Assigned task:
Copy every record word for word.

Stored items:
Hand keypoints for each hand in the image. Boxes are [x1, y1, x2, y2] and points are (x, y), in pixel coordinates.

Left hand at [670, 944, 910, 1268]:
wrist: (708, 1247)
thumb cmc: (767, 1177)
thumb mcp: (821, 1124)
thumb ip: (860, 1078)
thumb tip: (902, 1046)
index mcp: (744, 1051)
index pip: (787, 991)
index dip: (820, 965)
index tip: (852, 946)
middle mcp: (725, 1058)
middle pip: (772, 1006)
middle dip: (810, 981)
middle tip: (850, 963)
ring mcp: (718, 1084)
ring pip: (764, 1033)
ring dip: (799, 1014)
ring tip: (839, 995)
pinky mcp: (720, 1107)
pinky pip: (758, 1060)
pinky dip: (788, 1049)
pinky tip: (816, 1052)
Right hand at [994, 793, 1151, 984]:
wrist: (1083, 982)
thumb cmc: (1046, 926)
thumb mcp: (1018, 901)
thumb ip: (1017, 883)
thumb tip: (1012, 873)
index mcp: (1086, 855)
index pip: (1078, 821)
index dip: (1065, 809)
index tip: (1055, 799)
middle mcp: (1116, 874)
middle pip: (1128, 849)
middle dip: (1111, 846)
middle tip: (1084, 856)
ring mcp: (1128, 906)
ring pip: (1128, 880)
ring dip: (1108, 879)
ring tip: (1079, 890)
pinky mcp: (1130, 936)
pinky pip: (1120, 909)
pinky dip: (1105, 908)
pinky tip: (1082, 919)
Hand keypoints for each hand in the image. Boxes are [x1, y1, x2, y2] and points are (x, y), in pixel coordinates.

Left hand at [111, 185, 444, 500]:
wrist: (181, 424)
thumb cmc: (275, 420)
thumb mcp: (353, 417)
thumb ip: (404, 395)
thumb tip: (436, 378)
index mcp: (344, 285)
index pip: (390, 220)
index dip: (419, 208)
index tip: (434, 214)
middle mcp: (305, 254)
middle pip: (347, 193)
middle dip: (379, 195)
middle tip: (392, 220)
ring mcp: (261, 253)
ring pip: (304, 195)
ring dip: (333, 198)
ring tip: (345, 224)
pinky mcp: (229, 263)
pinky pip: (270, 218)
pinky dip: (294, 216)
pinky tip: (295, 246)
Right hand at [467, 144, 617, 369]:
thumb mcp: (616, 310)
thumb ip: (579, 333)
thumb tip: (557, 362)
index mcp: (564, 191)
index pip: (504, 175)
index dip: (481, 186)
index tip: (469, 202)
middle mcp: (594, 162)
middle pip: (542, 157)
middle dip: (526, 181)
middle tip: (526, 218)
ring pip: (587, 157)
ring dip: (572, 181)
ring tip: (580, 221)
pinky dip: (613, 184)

Exercise answer:
Hand keypoints for each hand in the image. Boxes are [x1, y1, x2, y2] and points are (x, y), in pixel coordinates.

Left hand at [670, 944, 910, 1268]:
wrist: (708, 1247)
thumb cmc: (767, 1177)
thumb mcp: (821, 1124)
thumb ip: (860, 1078)
thumb tip: (902, 1046)
index mcp: (744, 1051)
index pip: (787, 991)
index dip: (820, 965)
index tip: (852, 946)
middle mcp: (725, 1058)
middle pip: (772, 1006)
middle dip: (810, 981)
middle tip: (850, 963)
ring mcp: (718, 1084)
ring pip: (764, 1033)
ring dip: (799, 1014)
ring tip: (839, 995)
pinky mcp: (720, 1107)
pinky pip: (758, 1060)
pinky dip: (788, 1049)
pinky tip: (816, 1052)
Right hand at [994, 793, 1151, 984]:
wrist: (1083, 982)
thumb cmc: (1046, 926)
thumb mcp: (1018, 901)
thumb ip: (1017, 883)
thumb tip: (1012, 873)
index mcp: (1086, 855)
index pip: (1078, 821)
index dip: (1065, 809)
index tip: (1055, 799)
middle mcp: (1116, 874)
middle pip: (1128, 849)
middle dip: (1111, 846)
middle tip: (1084, 856)
ring mcp: (1128, 906)
ring pip: (1128, 880)
ring dip: (1108, 879)
ring tip: (1079, 890)
pinky mcp: (1130, 936)
pinky pip: (1120, 909)
pinky dip: (1105, 908)
pinky tip: (1082, 919)
Hand keypoints for each hand in the image. Boxes are [x1, y1, x2, y2] and points are (x, y), in pixel coordinates.

Left hand at [111, 185, 444, 500]:
wrist: (181, 424)
thumb cmc: (275, 420)
thumb mcp: (353, 417)
thumb ip: (404, 395)
thumb tip: (436, 378)
index mcp: (344, 285)
index pip: (390, 220)
index dip: (419, 208)
index tip: (434, 214)
middle mcp: (305, 254)
middle pip: (347, 193)
middle dip: (379, 195)
middle tip: (392, 220)
ring mcp: (261, 253)
ring pip: (304, 195)
ring dip: (333, 198)
ring tip: (345, 224)
pinky mcp: (229, 263)
pinky pip: (270, 218)
pinky dip: (294, 216)
pinky tip: (295, 246)
Right hand at [467, 144, 617, 369]:
thumb mcp: (616, 310)
thumb ip: (579, 333)
thumb tip: (557, 362)
index mcp: (564, 191)
index pip: (504, 175)
index dip: (481, 186)
index tip: (469, 202)
middle mcp: (594, 162)
middle pip: (542, 157)
middle dip: (526, 181)
middle tip: (526, 218)
ring pip: (587, 157)
ring dip: (572, 181)
ring tip: (580, 221)
pinky dip: (613, 184)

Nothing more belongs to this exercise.